Abstract

The lack of 3-D content has become a bottleneck for the advancement of three-dimensional television (3-DTV), but conventional multicamera arrays for multiview imaging are expensive to setup and cumbersome to use. This paper proposes a lightweight multiview imaging approach with Kinect, a handheld integrated depth-color camera, under the depth-image-based rendering framework. The proposed method consists of two components: depth restoration from noisy and incomplete depth measurements and view synthesis from depth-color pairs. In depth restoration, we propose a moving 2-D polynomial approximation via least squares to suppress quantization errors in the acquired depth values, and propose a progressive edge-guided trilateral filter to fill missing areas of the depth map.
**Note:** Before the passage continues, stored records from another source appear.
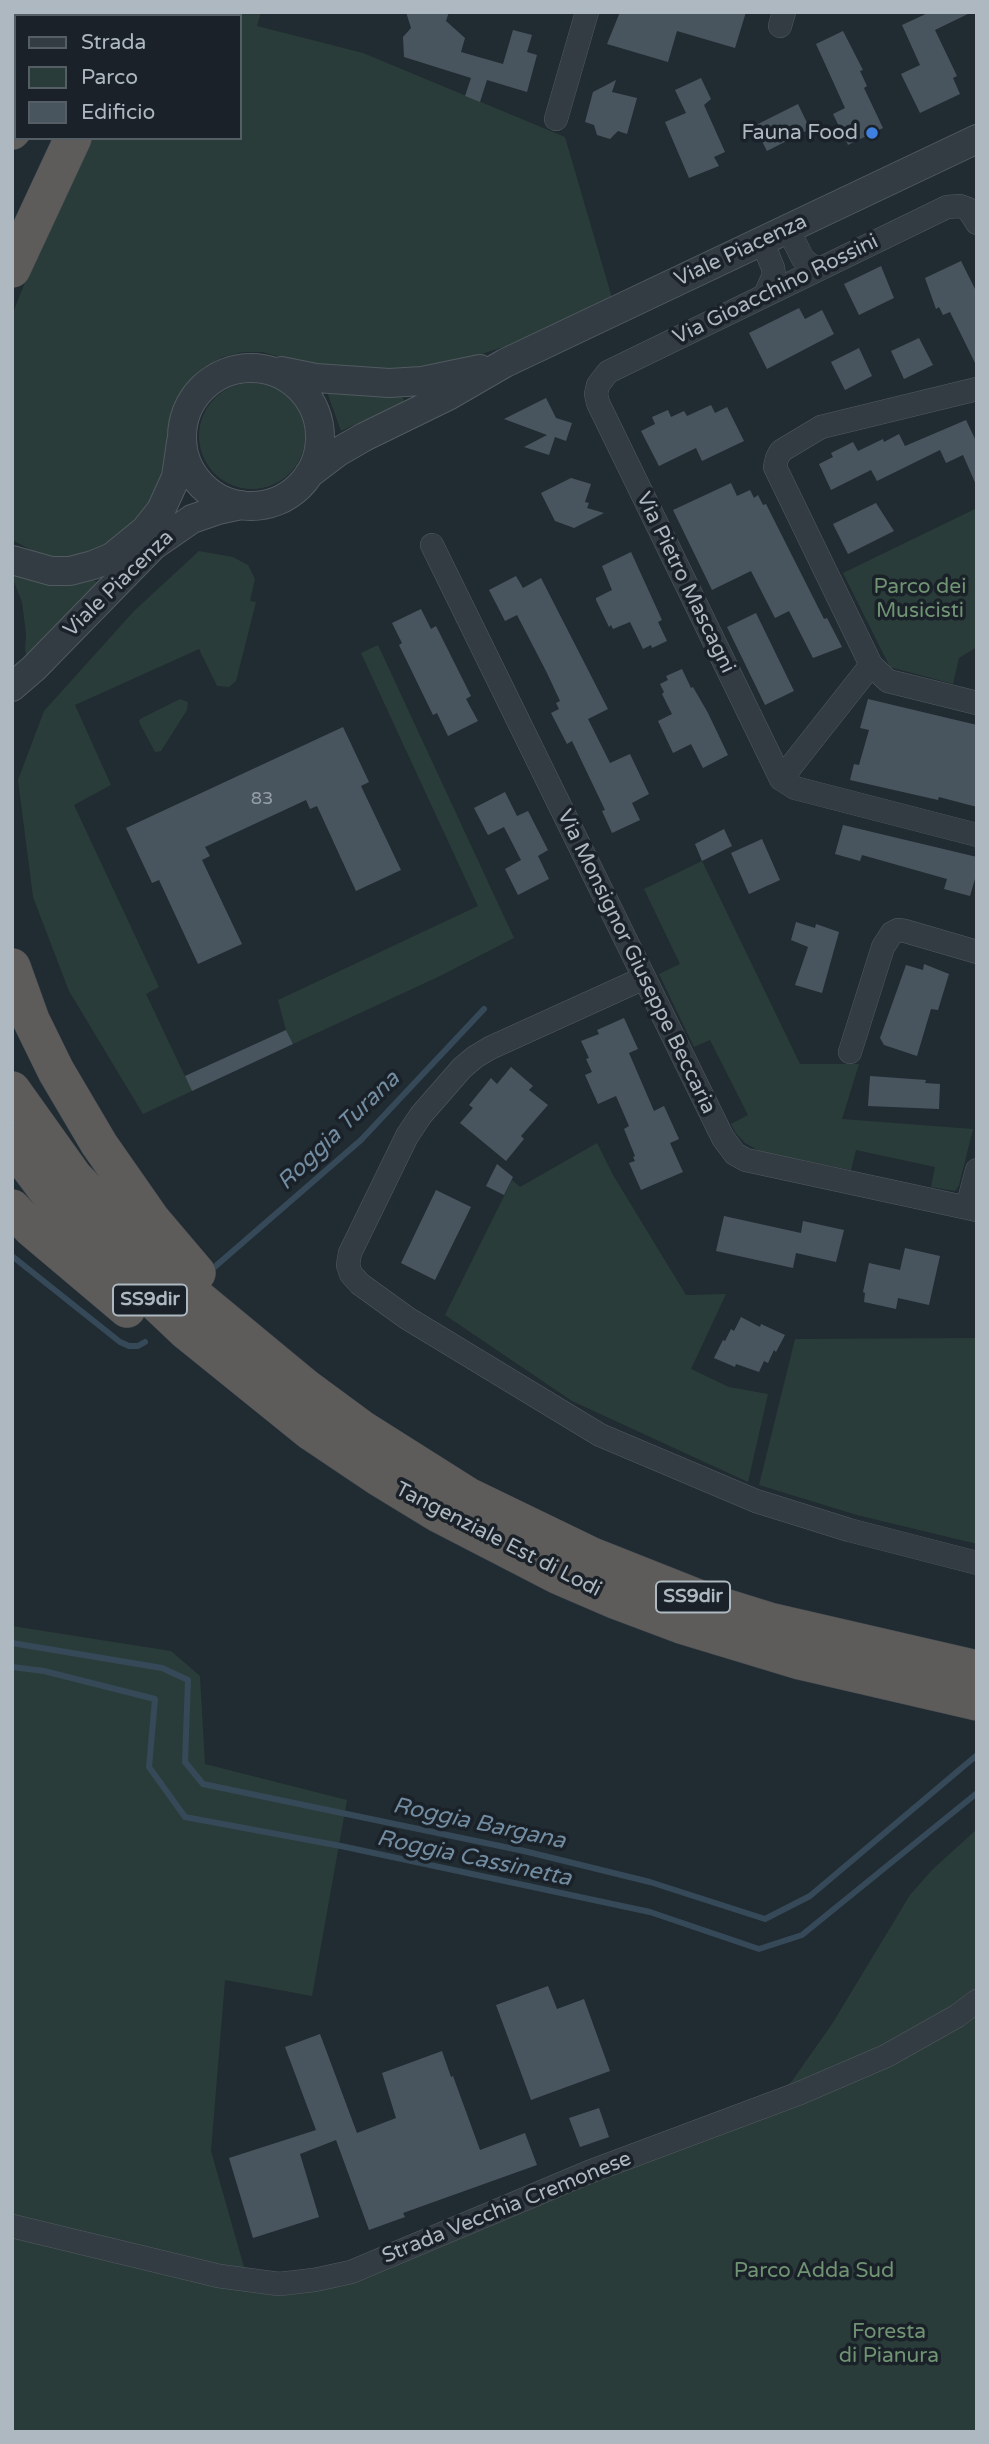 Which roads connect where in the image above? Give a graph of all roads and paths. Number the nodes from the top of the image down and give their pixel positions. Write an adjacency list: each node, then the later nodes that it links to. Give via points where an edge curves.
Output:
1 (587, 12): 2 (street)
2 (556, 119)
3 (977, 139): 6 (street, Viale Piacenza)
4 (72, 140): 9 (highway)
5 (977, 223): 8 (street, Via Gioacchino Rossini, via 968,209 947,207)
6 (788, 229): 7 (street, Viale Piacenza); 8 (street, via 803,259)
7 (762, 242): 10 (street, via 774,275); 11 (street, Viale Piacenza)
8 (821, 268): 10 (street, Via Gioacchino Rossini)
9 (12, 269)
10 (765, 295): 13 (street, Via Gioacchino Rossini, via 608,372)
11 (505, 363): 12 (street, Viale Piacenza, via 456,375 389,383); 16 (street, Viale Piacenza, via 448,397 364,437)
12 (268, 369): 15 (street, via 236,369 207,383 184,418); 16 (street, via 298,386 317,414 321,437)
13 (598, 385): 23 (street, Via Pietro Mascagni, via 598,403)
14 (977, 389): 20 (street, via 836,422 787,446 776,458 778,474)
15 (182, 439): 17 (street, via 187,463 199,483 218,498); 19 (street, Viale Piacenza, via 176,477 161,510 145,530 111,557 70,571)
16 (309, 474): 17 (street, via 285,497 264,505)
17 (241, 505): 21 (street, Viale Piacenza, via 191,520 153,546)
18 (432, 545): 27 (street, Via Monsignor Giuseppe Beccaria)
19 (12, 561)
20 (871, 665): 22 (street, via 888,681); 23 (street)
21 (12, 687)
22 (977, 703)
23 (781, 779): 24 (street, via 795,788)
24 (977, 835)
25 (977, 952): 28 (street, via 905,931 892,933 883,947)
26 (12, 967): 34 (highway, via 56,1071 99,1144 152,1220 206,1284 281,1351)
27 (644, 978): 33 (street, Via Monsignor Giuseppe Beccaria, via 735,1154); 36 (street, via 490,1048 462,1068 407,1136 350,1253 351,1274 407,1318 600,1435 756,1501)
28 (850, 1052)
29 (12, 1090): 34 (highway, Tangenziale Est di Lodi / SS9dir, via 74,1177 115,1223 160,1267)
30 (12, 1144): 35 (highway, Tangenziale Est di Lodi / SS9dir, via 57,1202 137,1287)
31 (977, 1170): 33 (street)
32 (12, 1208): 35 (highway, via 127,1308 270,1422)
33 (972, 1209)
34 (305, 1388): 37 (highway, Tangenziale Est di Lodi / SS9dir, via 468,1496 592,1556 769,1621)
35 (312, 1432): 38 (highway, Tangenziale Est di Lodi / SS9dir, via 436,1513 617,1601 800,1661)
36 (977, 1563)
37 (977, 1670)
38 (977, 1702)
39 (977, 2001): 40 (street, Strada Vecchia Cremonese, via 886,2056 800,2094 589,2172 351,2272 279,2284 219,2276)
40 (12, 2226)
Edges extracted from color image are used to predict the locations of depth discontinuities in missing areas and to guide the proposed trilateral filter avoiding filtering across discontinuities. In view synthesis, we propose a low-rank matrix restoration model to inpaint disocclusion regions, fully exploiting the nonlocal correlations in images, and devise an efficient algorithm under the augmented lagrange multiplier (ALM) framework. Disocclusion areas are inpainted progressively from the boundaries of disocclusion with an estimated priority consisting of four terms: warping term, reliability term, texture term, and depth term. Experimental results show that our method restores high quality depth maps even for large missing areas, and synthesizes natural multiview images from restored depth maps. Strong 3-D visual experiences are observed when the synthesized multiview images are shown in two types of stereoscopic displays.